In late 2017, the ministry of national education announced that evolution was too complex a subject for Turkish high school children.
“Our students don’t have the necessary scientific background and information-based context needed to comprehend the debate about evolution,” the New York Times quoted education ministry chairman Alpaslan Durmuş as saying in 2017, shortly after the topic was removed from the curricula of both public and private schools across Turkey.
The government claimed that the theory of evolution was better taught in tertiary education.
“The topics concerning the beginning of life and evolution… will be explored in universities because they are above the level of high school students,” former education minister İsmet Yılmaz said when he presented the new curriculum in July 2018. This introduced phrases such as “the balance in nature and the perfect order” to replace terms like “natural selection”.

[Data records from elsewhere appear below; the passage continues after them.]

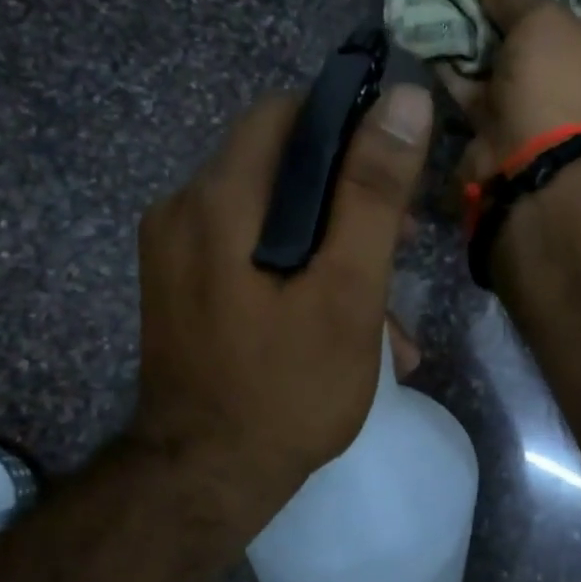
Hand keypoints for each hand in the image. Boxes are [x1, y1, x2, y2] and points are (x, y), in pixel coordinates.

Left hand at [130, 83, 433, 538]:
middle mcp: (183, 211)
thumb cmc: (286, 390)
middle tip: (402, 248)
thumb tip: (405, 101)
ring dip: (331, 251)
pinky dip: (297, 277)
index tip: (397, 176)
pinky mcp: (182, 290)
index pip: (285, 114)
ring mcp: (175, 254)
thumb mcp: (346, 292)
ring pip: (269, 220)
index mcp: (218, 199)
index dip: (348, 129)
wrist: (205, 480)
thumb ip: (373, 195)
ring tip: (388, 314)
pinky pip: (248, 257)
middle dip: (348, 203)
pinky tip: (343, 330)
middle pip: (279, 169)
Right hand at [442, 0, 580, 183]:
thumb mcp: (543, 22)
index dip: (554, 1)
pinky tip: (434, 45)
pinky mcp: (511, 146)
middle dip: (507, 26)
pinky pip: (484, 104)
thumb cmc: (562, 86)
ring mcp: (551, 127)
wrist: (539, 172)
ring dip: (479, 50)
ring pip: (510, 78)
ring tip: (444, 9)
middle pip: (545, 51)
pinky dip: (462, 79)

But educationalists dismissed such arguments, warning that the government’s moves were motivated by wanting to propagate religious and conservative beliefs. Creative and critical thinking amongst children would be affected as a consequence.
“Evolution can be taught even in primary school,” said Çağrı Mert Bakırcı, an expert on artificial intelligence and theoretical evolution. “In every science class related to living creatures, it is essential to explain the history of evolution and relations among species.”

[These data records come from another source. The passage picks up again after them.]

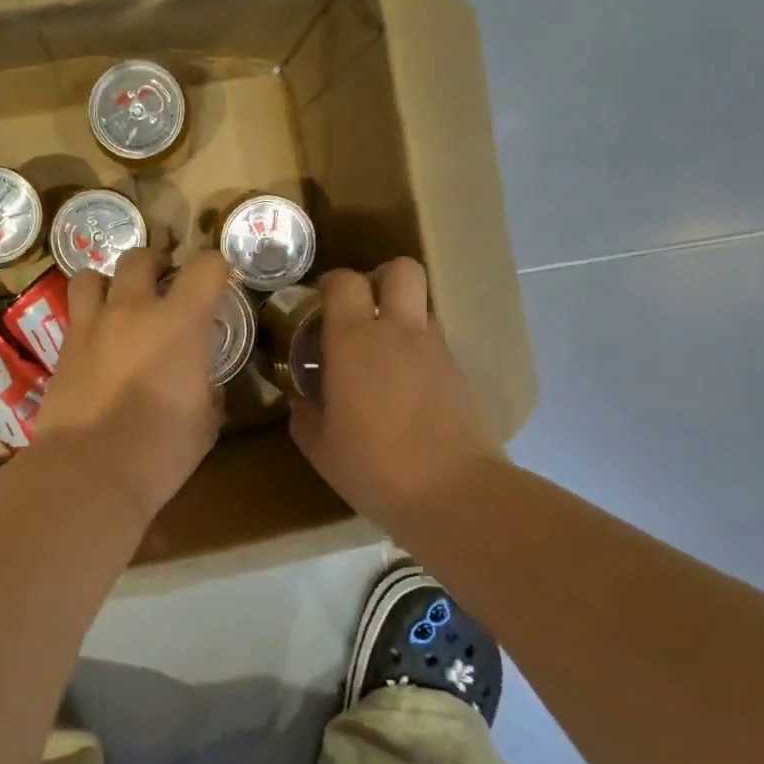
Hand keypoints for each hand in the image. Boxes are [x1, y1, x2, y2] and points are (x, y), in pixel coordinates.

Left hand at [35, 248, 228, 518]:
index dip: (217, 268)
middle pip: (140, 257)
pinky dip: (89, 319)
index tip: (218, 283)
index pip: (206, 266)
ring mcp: (91, 326)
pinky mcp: (63, 349)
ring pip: (92, 276)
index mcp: (179, 322)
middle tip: (164, 286)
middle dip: (156, 264)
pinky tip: (98, 344)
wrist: (89, 471)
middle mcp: (132, 310)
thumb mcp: (205, 420)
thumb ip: (206, 388)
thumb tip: (201, 383)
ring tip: (119, 304)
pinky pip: (75, 315)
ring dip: (109, 283)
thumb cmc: (160, 450)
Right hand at [288, 259, 499, 528]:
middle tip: (363, 308)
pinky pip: (435, 343)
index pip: (345, 281)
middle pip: (401, 270)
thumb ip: (305, 413)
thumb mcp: (319, 445)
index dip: (331, 284)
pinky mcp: (460, 373)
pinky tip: (406, 389)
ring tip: (384, 355)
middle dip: (381, 278)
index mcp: (354, 340)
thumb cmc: (372, 466)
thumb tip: (303, 400)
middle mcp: (398, 332)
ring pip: (422, 307)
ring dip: (402, 317)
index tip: (320, 303)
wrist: (453, 493)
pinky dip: (418, 352)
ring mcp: (436, 349)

Adnan Gümüş, a professor from the faculty of education at Çukurova University in the south-eastern city of Adana, also said that censoring children’s studies in this way would have a knock-on effect.
“Undermining natural sciences in education will not only harm the children who are deprived of the basic knowledge in this field, it will harm the whole of Turkish society,” he said.
Noting that children were naturally curious, he added that one of the most common questions in biology classes was about the origin of life on Earth, especially humans.
“It is very difficult to teach children about animals and plants without mentioning the theory of evolution. Primary and high school children wonder how species have come to life and suppressing their natural curiosity by avoiding the answer can be very damaging for their intellectual development,” he concluded.
Gümüş also emphasized that the removal of evolution from the curriculum would have an impact on students that would go far beyond just the teaching of biology.
“It is very difficult for teachers to explain what natural and social sciences are, and how societies change and evolve, without teaching children evolution, mutation, genetics, the origin of living things, the origin of humans and the history of civilization,” he said.
Critics argue that the main reason for removing evolution from the curriculum was that the theory contradicted religious teachings.
Lawmaker Burhanettin Uysal, the deputy chairman of parliament’s education commission, appeared to confirm this when he told Turkish television in September 2017 that “we Muslims believe that Allah has created everything. Evolution theory, as its name suggests, is just a theory.”
“Some say that all living things came from a single cell that evolved in time, and that different creatures gradually developed. But that is in conflict with our faith in the might of Allah, whose powers we cannot question,” Uysal concluded.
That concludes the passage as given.